Nvidia-smi persistence mod is very useful, the option permits to run `nvidia-smi` as a daemon in background to prevent 100% of GPU load at each request. Enabling this option requires root.
About logs, they're all located under syslog.
## Metrics 📈
There are 6 differents metrics fetched, this number will grow in the future.
* `temperature.gpu` as `custom.googleapis.com/gpu/temperature_gpu` | Core GPU temperature. in degrees C.
* `utilization.gpu` as `custom.googleapis.com/gpu/utilization_gpu` | Percent of time over the past sample period during which one or more kernels were executed on the GPU.
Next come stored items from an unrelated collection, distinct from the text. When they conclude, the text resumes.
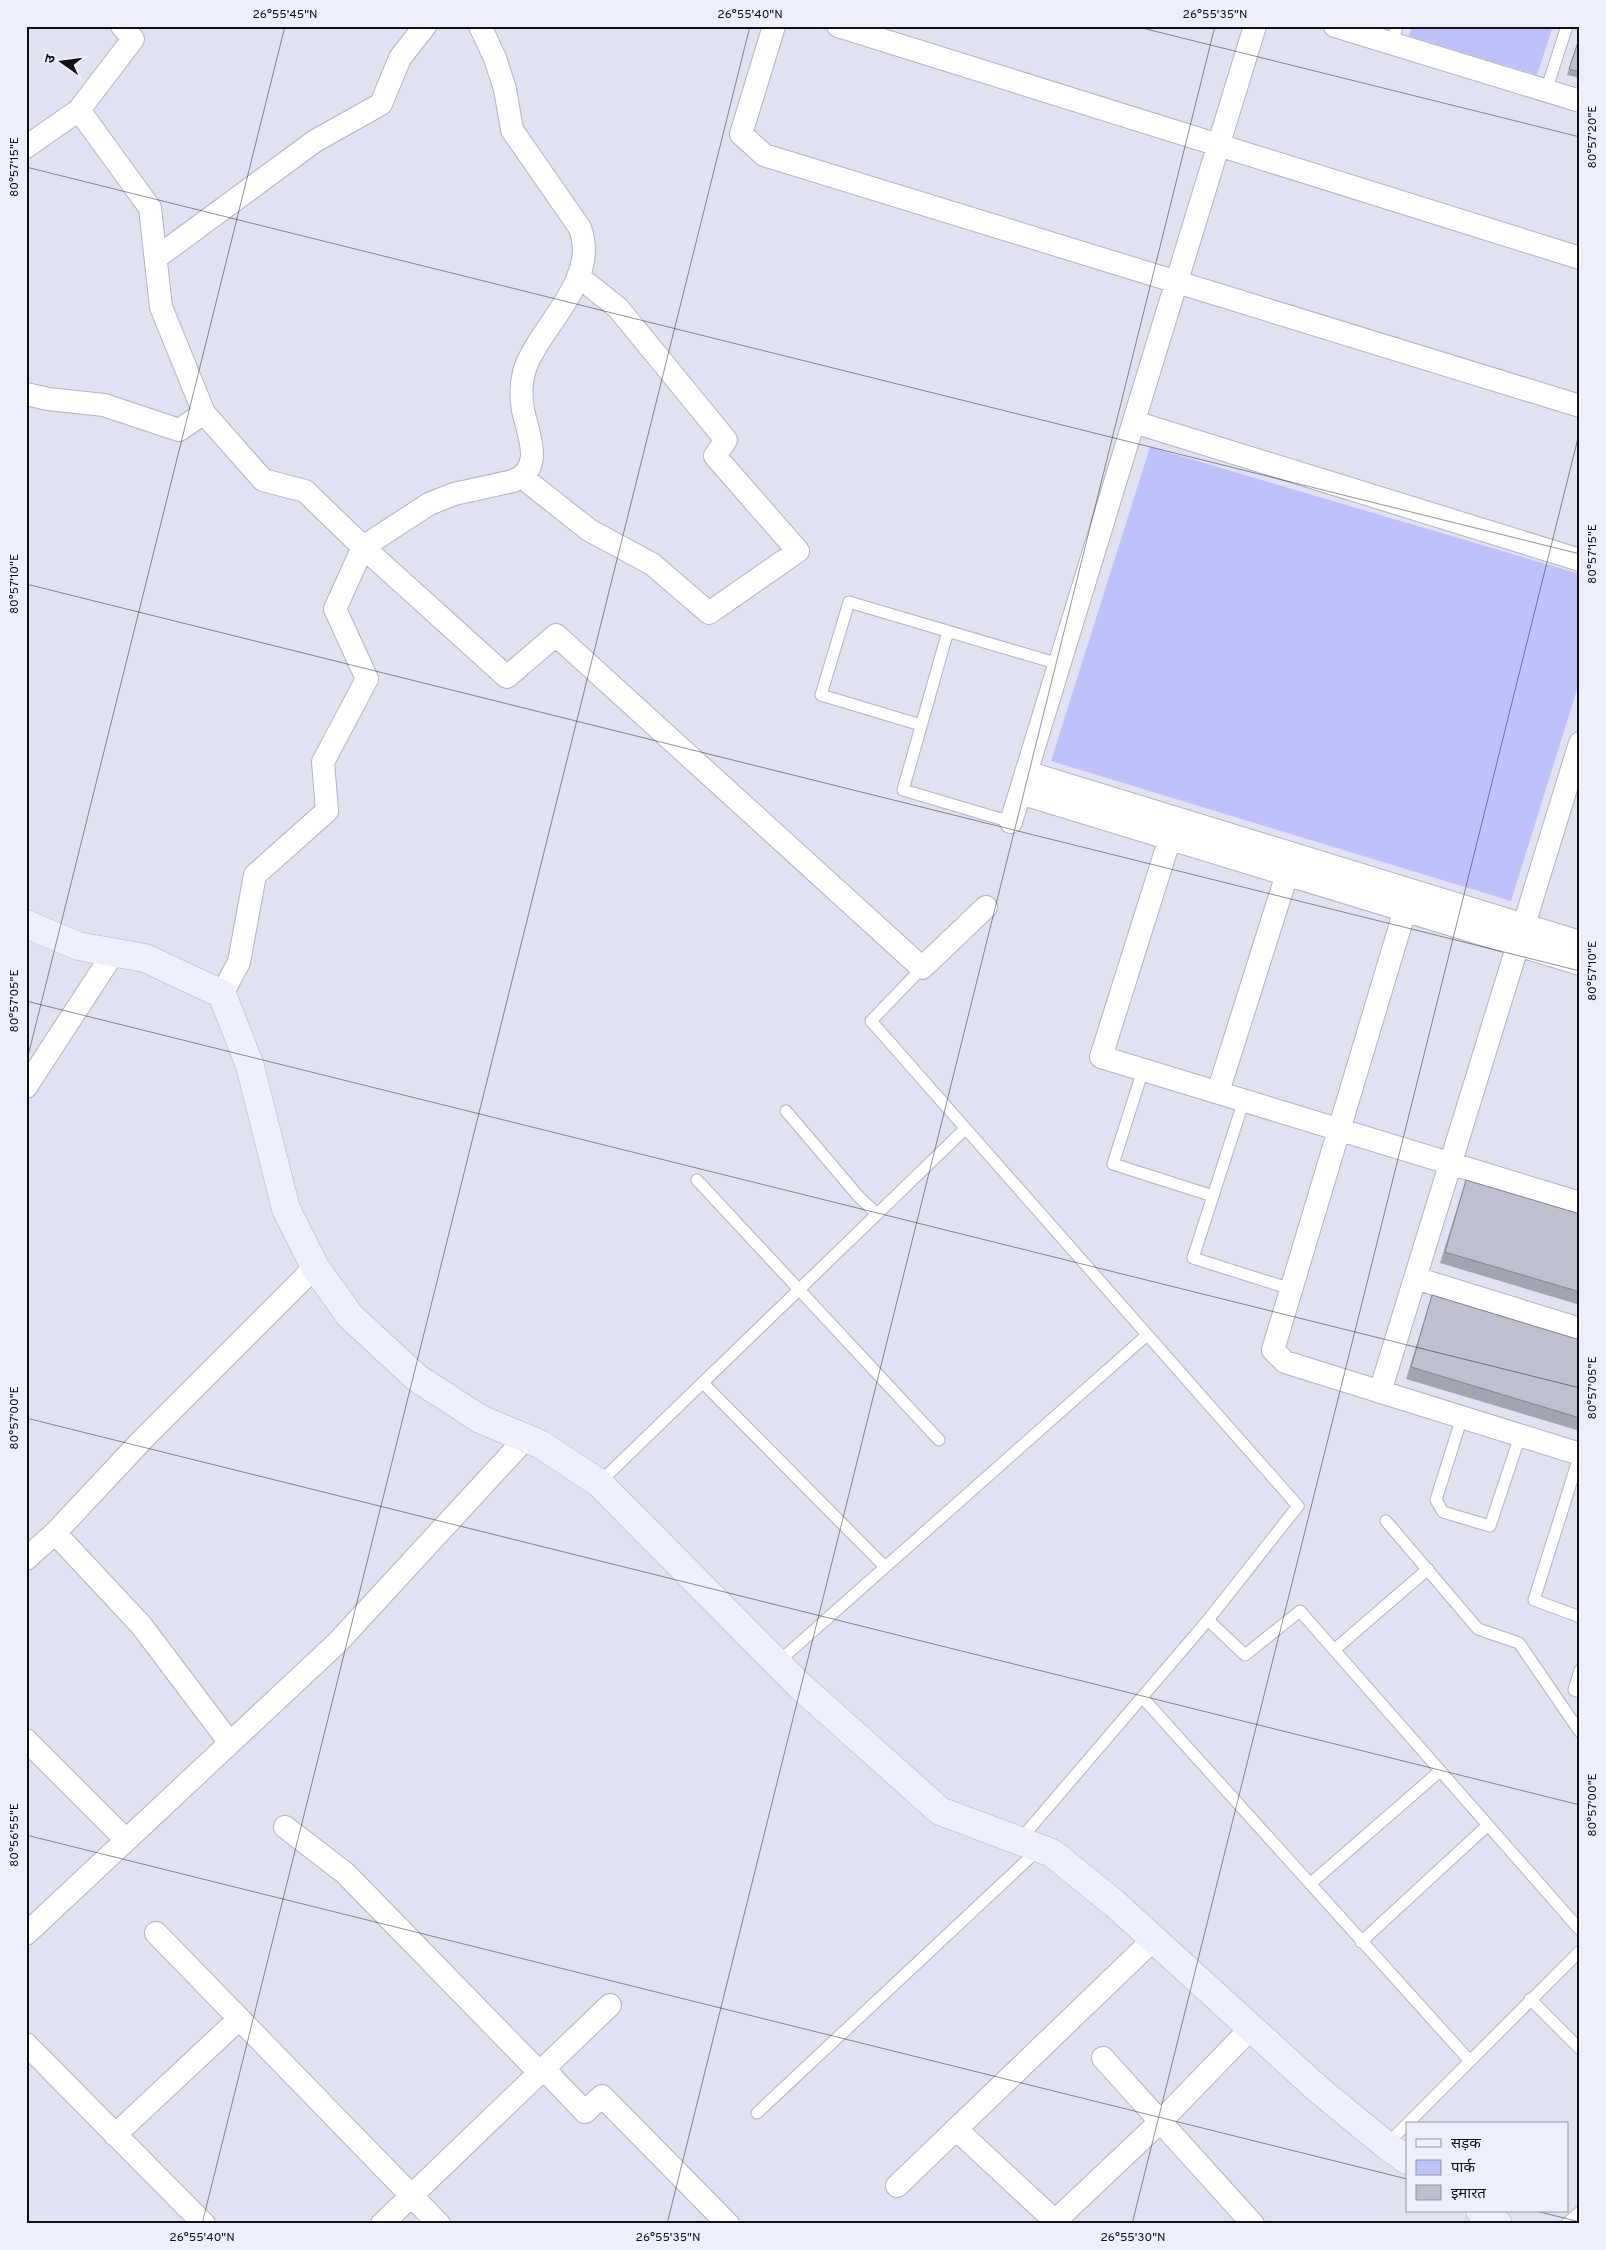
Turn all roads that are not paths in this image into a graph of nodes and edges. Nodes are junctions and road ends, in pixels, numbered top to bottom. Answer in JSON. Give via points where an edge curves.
{"nodes":[{"id":1,"x":424,"y":26,"type":"edge"},
{"id":2,"x":480,"y":26,"type":"edge"},
{"id":3,"x":774,"y":26,"type":"edge"},
{"id":4,"x":838,"y":26,"type":"edge"},
{"id":5,"x":1255,"y":26,"type":"edge"},
{"id":6,"x":1336,"y":26,"type":"edge"},
{"id":7,"x":1567,"y":26,"type":"edge"},
{"id":8,"x":134,"y":31,"type":"edge"},
{"id":9,"x":1394,"y":35,"type":"edge"},
{"id":10,"x":1546,"y":91,"type":"junction"},
{"id":11,"x":1580,"y":101,"type":"edge"},
{"id":12,"x":79,"y":110,"type":"junction"},
{"id":13,"x":1218,"y":145,"type":"junction"},
{"id":14,"x":26,"y":147,"type":"edge"},
{"id":15,"x":156,"y":258,"type":"junction"},
{"id":16,"x":1580,"y":258,"type":"edge"},
{"id":17,"x":578,"y":276,"type":"junction"},
{"id":18,"x":1177,"y":282,"type":"junction"},
{"id":19,"x":26,"y":394,"type":"edge"},
{"id":20,"x":1580,"y":406,"type":"edge"},
{"id":21,"x":204,"y":413,"type":"junction"},
{"id":22,"x":1134,"y":422,"type":"junction"},
{"id":23,"x":522,"y":478,"type":"junction"},
{"id":24,"x":363,"y":547,"type":"junction"},
{"id":25,"x":1580,"y":560,"type":"edge"},
{"id":26,"x":948,"y":631,"type":"junction"},
{"id":27,"x":1059,"y":664,"type":"junction"},
{"id":28,"x":921,"y":725,"type":"junction"},
{"id":29,"x":1580,"y":743,"type":"edge"},
{"id":30,"x":1026,"y":772,"type":"junction"},
{"id":31,"x":1020,"y":793,"type":"junction"},
{"id":32,"x":1571,"y":803,"type":"edge"},
{"id":33,"x":1011,"y":822,"type":"joint"},
{"id":34,"x":1170,"y":838,"type":"junction"},
{"id":35,"x":1287,"y":874,"type":"junction"},
{"id":36,"x":986,"y":907,"type":"dead end"},
{"id":37,"x":1405,"y":910,"type":"junction"},
{"id":38,"x":26,"y":924,"type":"edge"},
{"id":39,"x":1521,"y":935,"type":"junction"},
{"id":40,"x":1580,"y":942,"type":"edge"},
{"id":41,"x":114,"y":952,"type":"junction"},
{"id":42,"x":1580,"y":964,"type":"edge"},
{"id":43,"x":922,"y":968,"type":"junction"},
{"id":44,"x":222,"y":994,"type":"junction"},
{"id":45,"x":1143,"y":1070,"type":"junction"},
{"id":46,"x":26,"y":1087,"type":"edge"},
{"id":47,"x":1218,"y":1092,"type":"junction"},
{"id":48,"x":1244,"y":1100,"type":"junction"},
{"id":49,"x":786,"y":1111,"type":"dead end"},
{"id":50,"x":965,"y":1129,"type":"junction"},
{"id":51,"x":1339,"y":1129,"type":"junction"},
{"id":52,"x":1450,"y":1163,"type":"junction"},
{"id":53,"x":697,"y":1180,"type":"dead end"},
{"id":54,"x":1213,"y":1196,"type":"junction"},
{"id":55,"x":1580,"y":1203,"type":"edge"},
{"id":56,"x":877,"y":1214,"type":"junction"},
{"id":57,"x":315,"y":1267,"type":"junction"},
{"id":58,"x":1415,"y":1278,"type":"junction"},
{"id":59,"x":799,"y":1290,"type":"junction"},
{"id":60,"x":1291,"y":1290,"type":"junction"},
{"id":61,"x":1580,"y":1328,"type":"edge"},
{"id":62,"x":1147,"y":1335,"type":"junction"},
{"id":63,"x":703,"y":1383,"type":"junction"},
{"id":64,"x":1380,"y":1392,"type":"junction"},
{"id":65,"x":1462,"y":1417,"type":"junction"},
{"id":66,"x":1520,"y":1436,"type":"junction"},
{"id":67,"x":526,"y":1438,"type":"junction"},
{"id":68,"x":939,"y":1440,"type":"dead end"},
{"id":69,"x":1580,"y":1454,"type":"edge"},
{"id":70,"x":599,"y":1484,"type":"junction"},
{"id":71,"x":1386,"y":1521,"type":"dead end"},
{"id":72,"x":55,"y":1533,"type":"junction"},
{"id":73,"x":26,"y":1559,"type":"edge"},
{"id":74,"x":885,"y":1567,"type":"junction"},
{"id":75,"x":1428,"y":1569,"type":"junction"},
{"id":76,"x":1580,"y":1617,"type":"edge"},
{"id":77,"x":1208,"y":1620,"type":"junction"},
{"id":78,"x":1334,"y":1650,"type":"junction"},
{"id":79,"x":777,"y":1663,"type":"junction"},
{"id":80,"x":1580,"y":1670,"type":"edge"},
{"id":81,"x":1580,"y":1692,"type":"edge"},
{"id":82,"x":1142,"y":1697,"type":"junction"},
{"id":83,"x":1580,"y":1732,"type":"edge"},
{"id":84,"x":26,"y":1740,"type":"edge"},
{"id":85,"x":230,"y":1743,"type":"junction"},
{"id":86,"x":1440,"y":1771,"type":"junction"},
{"id":87,"x":1488,"y":1825,"type":"junction"},
{"id":88,"x":284,"y":1827,"type":"dead end"},
{"id":89,"x":126,"y":1840,"type":"junction"},
{"id":90,"x":1029,"y":1845,"type":"junction"},
{"id":91,"x":1310,"y":1884,"type":"junction"},
{"id":92,"x":1580,"y":1930,"type":"edge"},
{"id":93,"x":26,"y":1934,"type":"edge"},
{"id":94,"x":156,"y":1934,"type":"dead end"},
{"id":95,"x":1154,"y":1939,"type":"junction"},
{"id":96,"x":1362,"y":1942,"type":"junction"},
{"id":97,"x":1580,"y":1950,"type":"edge"},
{"id":98,"x":1530,"y":1999,"type":"junction"},
{"id":99,"x":610,"y":2005,"type":"dead end"},
{"id":100,"x":239,"y":2019,"type":"junction"},
{"id":101,"x":1252,"y":2028,"type":"junction"},
{"id":102,"x":26,"y":2044,"type":"edge"},
{"id":103,"x":1580,"y":2049,"type":"edge"},
{"id":104,"x":1104,"y":2058,"type":"dead end"},
{"id":105,"x":1469,"y":2060,"type":"junction"},
{"id":106,"x":541,"y":2070,"type":"junction"},
{"id":107,"x":757,"y":2113,"type":"dead end"},
{"id":108,"x":1161,"y":2121,"type":"junction"},
{"id":109,"x":1420,"y":2122,"type":"edge"},
{"id":110,"x":956,"y":2129,"type":"junction"},
{"id":111,"x":115,"y":2135,"type":"junction"},
{"id":112,"x":1406,"y":2140,"type":"edge"},
{"id":113,"x":1396,"y":2153,"type":"edge"},
{"id":114,"x":898,"y":2186,"type":"dead end"},
{"id":115,"x":412,"y":2196,"type":"junction"},
{"id":116,"x":1481,"y":2212,"type":"edge"},
{"id":117,"x":1580,"y":2212,"type":"edge"},
{"id":118,"x":1054,"y":2222,"type":"edge"},
{"id":119,"x":1250,"y":2223,"type":"edge"},
{"id":120,"x":204,"y":2224,"type":"edge"},
{"id":121,"x":382,"y":2224,"type":"edge"},
{"id":122,"x":439,"y":2224,"type":"edge"},
{"id":123,"x":728,"y":2224,"type":"edge"},
{"id":124,"x":1498,"y":2224,"type":"edge"},
{"id":125,"x":1567,"y":2224,"type":"edge"}],
"edges":[{"from":1,"to":15,"type":"street","via":[[400,58],[380,104],[315,141]]},
{"from":2,"to":17,"type":"street","via":[[495,58],[512,130],[585,240]]},
{"from":3,"to":18,"type":"street","via":[[741,134],[764,155]]},
{"from":4,"to":13,"type":"street"},
{"from":5,"to":13,"type":"street"},
{"from":6,"to":9,"type":"street"},
{"from":7,"to":10,"type":"lane"},
{"from":8,"to":12,"type":"street"},
{"from":9,"to":10,"type":"street"},
{"from":10,"to":11,"type":"street"},
{"from":12,"to":14,"type":"street"},
{"from":12,"to":15,"type":"street","via":[[150,208]]},
{"from":13,"to":16,"type":"street"},
{"from":13,"to":18,"type":"street"},
{"from":15,"to":21,"type":"street","via":[[161,307]]},
{"from":17,"to":23,"type":"street","via":[[557,318],[535,348],[524,373],[523,408],[534,454]]},
{"from":17,"to":23,"type":"street","via":[[618,308],[726,440],[715,456],[798,551],[709,613],[652,564],[589,530]]},
{"from":18,"to":20,"type":"street"},
{"from":18,"to":22,"type":"street"},
{"from":19,"to":21,"type":"street","via":[[104,405],[179,430]]},
{"from":21,"to":24,"type":"street","via":[[264,480],[305,491]]},
{"from":22,"to":25,"type":"street"},
{"from":22,"to":27,"type":"street"},
{"from":23,"to":24,"type":"street","via":[[454,494],[428,504]]},
{"from":24,"to":43,"type":"street","via":[[507,677],[556,635]]},
{"from":24,"to":44,"type":"street","via":[[335,609],[367,679],[323,762],[327,811],[255,875],[240,962]]},
{"from":26,"to":27,"type":"lane"},
{"from":26,"to":28,"type":"lane"},
{"from":26,"to":28,"type":"lane","via":[[849,602],[821,695]]},
{"from":27,"to":30,"type":"street"},
{"from":28,"to":33,"type":"lane","via":[[903,790]]},
{"from":29,"to":32,"type":"street"},
{"from":30,"to":31,"type":"street"},
{"from":30,"to":39,"type":"street"},
{"from":31,"to":33,"type":"street"},
{"from":31,"to":34,"type":"street"},
{"from":32,"to":39,"type":"street"},
{"from":34,"to":35,"type":"street"},
{"from":34,"to":45,"type":"street","via":[[1101,1057]]},
{"from":35,"to":37,"type":"street"},
{"from":35,"to":47,"type":"street"},
{"from":36,"to":43,"type":"street"},
{"from":37,"to":39,"type":"street"},
{"from":37,"to":51,"type":"street"},
{"from":38,"to":41,"type":"street","via":[[78,946]]},
{"from":39,"to":40,"type":"street"},
{"from":39,"to":42,"type":"street"},
{"from":39,"to":52,"type":"street"},
{"from":41,"to":44,"type":"street","via":[[145,958]]},
{"from":41,"to":46,"type":"street"},
{"from":43,"to":50,"type":"lane","via":[[871,1022]]},
{"from":44,"to":57,"type":"street","via":[[250,1066],[286,1209]]},
{"from":45,"to":47,"type":"street"},
{"from":45,"to":54,"type":"lane","via":[[1113,1164]]},
{"from":47,"to":48,"type":"street"},
{"from":48,"to":51,"type":"street"},
{"from":48,"to":54,"type":"lane"},
{"from":49,"to":56,"type":"lane"},
{"from":50,"to":56,"type":"lane"},
{"from":50,"to":62,"type":"lane"},
{"from":51,"to":52,"type":"street"},
{"from":51,"to":60,"type":"street"},
{"from":52,"to":55,"type":"street"},
{"from":52,"to":58,"type":"street"},
{"from":53,"to":59,"type":"lane"},
{"from":54,"to":60,"type":"lane","via":[[1193,1258]]},
{"from":56,"to":59,"type":"lane"},
{"from":57,"to":67,"type":"street","via":[[350,1316],[417,1378],[480,1419]]},
{"from":57,"to":72,"type":"street","via":[[144,1438]]},
{"from":58,"to":61,"type":"street"},
{"from":58,"to":64,"type":"street"},
{"from":59,"to":63,"type":"lane"},
{"from":59,"to":68,"type":"lane"},
{"from":60,"to":64,"type":"street","via":[[1273,1350],[1285,1362]]},
{"from":62,"to":74,"type":"lane"},
{"from":62,"to":77,"type":"lane","via":[[1298,1506]]},
{"from":63,"to":70,"type":"lane"},
{"from":63,"to":74,"type":"lane"},
{"from":64,"to":65,"type":"street"},
{"from":65,"to":66,"type":"street"},
{"from":65,"to":66,"type":"lane","via":[[1436,1500],[1443,1512],[1490,1526]]},
{"from":66,"to":69,"type":"street"},
{"from":67,"to":70,"type":"street"},
{"from":67,"to":85,"type":"street","via":[[338,1642]]},
{"from":69,"to":76,"type":"lane","via":[[1534,1600]]},
{"from":70,"to":79,"type":"street"},
{"from":71,"to":75,"type":"lane"},
{"from":72,"to":73,"type":"street"},
{"from":72,"to":85,"type":"street","via":[[141,1625]]},
{"from":74,"to":79,"type":"lane"},
{"from":75,"to":78,"type":"lane"},
{"from":75,"to":83,"type":"lane","via":[[1478,1629],[1519,1643]]},
{"from":77,"to":78,"type":"lane","via":[[1245,1655],[1300,1611]]},
{"from":77,"to":82,"type":"lane"},
{"from":78,"to":86,"type":"lane"},
{"from":79,"to":90,"type":"street","via":[[940,1811]]},
{"from":80,"to":81,"type":"lane","via":[[1574,1690]]},
{"from":82,"to":90,"type":"lane"},
{"from":82,"to":91,"type":"lane"},
{"from":84,"to":89,"type":"street"},
{"from":85,"to":89,"type":"street"},
{"from":86,"to":87,"type":"lane"},
{"from":86,"to":91,"type":"lane"},
{"from":87,"to":92,"type":"lane"},
{"from":87,"to":96,"type":"lane"},
{"from":88,"to":106,"type":"street","via":[[345,1873]]},
{"from":89,"to":93,"type":"street"},
{"from":90,"to":95,"type":"street","via":[[1052,1853]]},
{"from":90,"to":107,"type":"lane"},
{"from":91,"to":96,"type":"lane"},
{"from":94,"to":100,"type":"street"},
{"from":95,"to":101,"type":"street"},
{"from":95,"to":110,"type":"street"},
{"from":96,"to":105,"type":"lane"},
{"from":97,"to":98,"type":"lane"},
{"from":98,"to":103,"type":"lane"},
{"from":98,"to":105,"type":"lane"},
{"from":99,"to":106,"type":"street"},
{"from":100,"to":111,"type":"street"},
{"from":100,"to":115,"type":"street"},
{"from":101,"to":108,"type":"street"},
{"from":101,"to":113,"type":"street","via":[[1319,2090]]},
{"from":102,"to":111,"type":"street"},
{"from":104,"to":108,"type":"street"},
{"from":105,"to":109,"type":"lane"},
{"from":106,"to":115,"type":"street"},
{"from":106,"to":123,"type":"street","via":[[585,2112],[602,2096]]},
{"from":108,"to":118,"type":"street"},
{"from":108,"to":119,"type":"street"},
{"from":110,"to":114,"type":"street"},
{"from":110,"to":118,"type":"street"},
{"from":111,"to":120,"type":"street"},
{"from":112,"to":113,"type":"lane"},
{"from":115,"to":121,"type":"street"},
{"from":115,"to":122,"type":"street"},
{"from":116,"to":124,"type":"street"},
{"from":117,"to":125,"type":"lane"}]}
* `utilization.memory` as `custom.googleapis.com/gpu/utilization_memory` | Percent of time over the past sample period during which global (device) memory was being read or written.
* `memory.total` as `custom.googleapis.com/gpu/memory_total` | Total installed GPU memory.
* `memory.free` as `custom.googleapis.com/gpu/memory_free` | Total GPU free memory.
* `memory.used` as `custom.googleapis.com/gpu/memory_used` | Total memory allocated by active contexts.It creates an amount of time series equal to GPU amount with the label `gpu_id` + a GPU average.
Here is a list of other labels:
* `bus_id` | Identify your GPUs at hardware level.
* `instance_name` | Identify instance name.Example for 2 GPUs with `temperature.gpu` query, it will create:
| gpu_id | bus_id | instance_name | Value |
|---|---|---|---|
| gpu_0 | 00000000:00:04.0 | gcp-gpu-instance | 50 |
| gpu_1 | 00000000:00:05.0 | gcp-gpu-instance | 60 |
| gpu_avg | null | gcp-gpu-instance | 55 |## Compile gcp-gpu-metrics ⚙
There is a `re` command in the Makefile.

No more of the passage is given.